Stored data -
++++++++++

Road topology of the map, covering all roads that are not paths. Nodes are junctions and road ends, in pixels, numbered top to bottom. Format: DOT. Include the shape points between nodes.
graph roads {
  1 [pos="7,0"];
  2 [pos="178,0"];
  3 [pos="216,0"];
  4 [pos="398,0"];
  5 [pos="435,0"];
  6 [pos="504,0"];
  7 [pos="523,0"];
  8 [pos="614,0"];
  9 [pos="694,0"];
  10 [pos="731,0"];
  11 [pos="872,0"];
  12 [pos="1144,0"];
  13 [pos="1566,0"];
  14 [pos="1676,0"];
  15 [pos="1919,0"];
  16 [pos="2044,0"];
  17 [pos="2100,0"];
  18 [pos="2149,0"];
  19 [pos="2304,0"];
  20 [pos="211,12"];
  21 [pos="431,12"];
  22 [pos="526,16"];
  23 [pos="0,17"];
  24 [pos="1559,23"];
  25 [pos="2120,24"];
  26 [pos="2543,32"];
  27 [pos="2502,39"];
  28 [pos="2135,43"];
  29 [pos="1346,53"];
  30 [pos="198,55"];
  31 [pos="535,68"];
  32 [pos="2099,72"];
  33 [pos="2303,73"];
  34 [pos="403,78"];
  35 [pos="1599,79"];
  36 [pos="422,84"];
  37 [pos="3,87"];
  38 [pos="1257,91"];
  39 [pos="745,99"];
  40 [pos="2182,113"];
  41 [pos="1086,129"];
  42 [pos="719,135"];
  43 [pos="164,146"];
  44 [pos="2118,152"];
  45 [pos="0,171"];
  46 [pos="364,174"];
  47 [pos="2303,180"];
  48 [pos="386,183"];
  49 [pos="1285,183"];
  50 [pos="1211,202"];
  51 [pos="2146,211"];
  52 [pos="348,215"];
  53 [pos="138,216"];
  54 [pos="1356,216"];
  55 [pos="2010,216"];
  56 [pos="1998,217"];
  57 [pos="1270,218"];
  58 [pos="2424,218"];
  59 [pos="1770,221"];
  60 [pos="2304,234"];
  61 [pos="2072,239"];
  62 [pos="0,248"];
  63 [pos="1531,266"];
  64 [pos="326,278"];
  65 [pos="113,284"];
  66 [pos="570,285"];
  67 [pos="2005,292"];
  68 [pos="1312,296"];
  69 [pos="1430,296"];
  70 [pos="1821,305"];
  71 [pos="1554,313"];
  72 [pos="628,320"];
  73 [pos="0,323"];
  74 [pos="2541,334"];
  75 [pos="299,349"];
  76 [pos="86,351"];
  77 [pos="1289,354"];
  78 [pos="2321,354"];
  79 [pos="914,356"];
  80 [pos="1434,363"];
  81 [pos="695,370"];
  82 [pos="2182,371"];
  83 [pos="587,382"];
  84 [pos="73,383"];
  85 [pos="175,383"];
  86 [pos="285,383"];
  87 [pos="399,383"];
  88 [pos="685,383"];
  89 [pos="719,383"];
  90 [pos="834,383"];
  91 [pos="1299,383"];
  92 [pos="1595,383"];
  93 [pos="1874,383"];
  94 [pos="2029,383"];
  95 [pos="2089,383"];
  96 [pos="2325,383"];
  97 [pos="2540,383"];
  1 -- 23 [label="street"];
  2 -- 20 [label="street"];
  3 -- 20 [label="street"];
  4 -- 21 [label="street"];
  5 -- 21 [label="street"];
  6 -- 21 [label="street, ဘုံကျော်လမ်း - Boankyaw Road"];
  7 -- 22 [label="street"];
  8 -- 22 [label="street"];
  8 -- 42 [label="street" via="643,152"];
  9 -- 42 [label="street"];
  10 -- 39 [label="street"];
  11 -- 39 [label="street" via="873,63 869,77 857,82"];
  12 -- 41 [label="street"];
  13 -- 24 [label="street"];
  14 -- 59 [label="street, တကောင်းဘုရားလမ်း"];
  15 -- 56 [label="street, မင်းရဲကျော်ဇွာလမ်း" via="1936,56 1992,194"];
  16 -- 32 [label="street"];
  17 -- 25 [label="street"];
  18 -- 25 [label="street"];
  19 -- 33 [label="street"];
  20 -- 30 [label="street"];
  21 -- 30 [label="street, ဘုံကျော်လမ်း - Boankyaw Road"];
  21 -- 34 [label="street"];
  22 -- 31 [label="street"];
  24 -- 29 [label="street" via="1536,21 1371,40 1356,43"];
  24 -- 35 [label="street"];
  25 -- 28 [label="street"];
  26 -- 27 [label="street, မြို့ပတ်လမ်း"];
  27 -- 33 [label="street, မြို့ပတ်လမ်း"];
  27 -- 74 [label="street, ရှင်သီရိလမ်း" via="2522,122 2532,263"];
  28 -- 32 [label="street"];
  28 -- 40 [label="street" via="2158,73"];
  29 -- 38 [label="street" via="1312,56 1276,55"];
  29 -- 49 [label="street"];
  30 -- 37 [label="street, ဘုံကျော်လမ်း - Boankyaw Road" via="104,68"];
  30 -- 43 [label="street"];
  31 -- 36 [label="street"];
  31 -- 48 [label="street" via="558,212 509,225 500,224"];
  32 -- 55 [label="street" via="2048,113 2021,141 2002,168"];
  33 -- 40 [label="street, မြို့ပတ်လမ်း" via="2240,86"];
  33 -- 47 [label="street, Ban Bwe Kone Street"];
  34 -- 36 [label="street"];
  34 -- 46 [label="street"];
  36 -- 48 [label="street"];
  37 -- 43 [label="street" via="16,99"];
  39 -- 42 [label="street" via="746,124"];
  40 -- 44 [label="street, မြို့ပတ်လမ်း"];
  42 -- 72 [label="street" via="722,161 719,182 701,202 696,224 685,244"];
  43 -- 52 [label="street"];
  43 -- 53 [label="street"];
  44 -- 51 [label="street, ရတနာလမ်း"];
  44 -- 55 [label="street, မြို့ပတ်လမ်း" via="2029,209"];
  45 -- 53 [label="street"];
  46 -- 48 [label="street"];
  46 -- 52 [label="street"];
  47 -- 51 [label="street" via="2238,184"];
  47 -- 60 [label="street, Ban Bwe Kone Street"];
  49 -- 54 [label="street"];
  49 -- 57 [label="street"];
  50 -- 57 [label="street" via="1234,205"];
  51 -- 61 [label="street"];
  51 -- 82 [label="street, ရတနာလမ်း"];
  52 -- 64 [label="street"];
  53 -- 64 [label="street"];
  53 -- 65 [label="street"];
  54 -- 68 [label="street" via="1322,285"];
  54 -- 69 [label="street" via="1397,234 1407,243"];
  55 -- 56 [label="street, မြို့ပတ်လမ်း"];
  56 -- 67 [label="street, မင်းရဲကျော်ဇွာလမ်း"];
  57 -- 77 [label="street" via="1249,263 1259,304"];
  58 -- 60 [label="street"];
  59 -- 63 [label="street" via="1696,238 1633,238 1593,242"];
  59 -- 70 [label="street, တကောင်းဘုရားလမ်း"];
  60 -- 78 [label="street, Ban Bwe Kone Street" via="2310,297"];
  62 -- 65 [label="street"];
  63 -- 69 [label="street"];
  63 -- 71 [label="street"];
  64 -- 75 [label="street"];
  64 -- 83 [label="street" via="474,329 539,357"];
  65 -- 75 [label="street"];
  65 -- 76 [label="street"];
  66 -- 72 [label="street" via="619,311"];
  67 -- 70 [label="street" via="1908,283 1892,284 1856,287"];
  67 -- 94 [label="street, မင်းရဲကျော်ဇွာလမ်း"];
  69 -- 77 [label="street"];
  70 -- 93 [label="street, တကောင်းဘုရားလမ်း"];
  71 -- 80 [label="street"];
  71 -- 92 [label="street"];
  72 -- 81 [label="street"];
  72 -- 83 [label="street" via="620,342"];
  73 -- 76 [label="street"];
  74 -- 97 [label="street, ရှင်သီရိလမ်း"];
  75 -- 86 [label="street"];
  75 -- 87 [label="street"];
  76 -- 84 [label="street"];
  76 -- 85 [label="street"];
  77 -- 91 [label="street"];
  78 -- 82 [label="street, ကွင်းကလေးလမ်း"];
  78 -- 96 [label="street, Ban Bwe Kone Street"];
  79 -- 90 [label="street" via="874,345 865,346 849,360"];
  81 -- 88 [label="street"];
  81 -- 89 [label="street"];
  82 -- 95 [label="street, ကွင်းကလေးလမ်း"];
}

++++++++++

WHAT IS BEING ASKED -
When the entries above show the word "roads" in a line, copy that line out.

ANSWER AREA -
Road topology of the map, covering all roads that are not paths. Nodes are junctions and road ends, in pixels, numbered top to bottom. Format: DOT. Include the shape points between nodes.
graph roads {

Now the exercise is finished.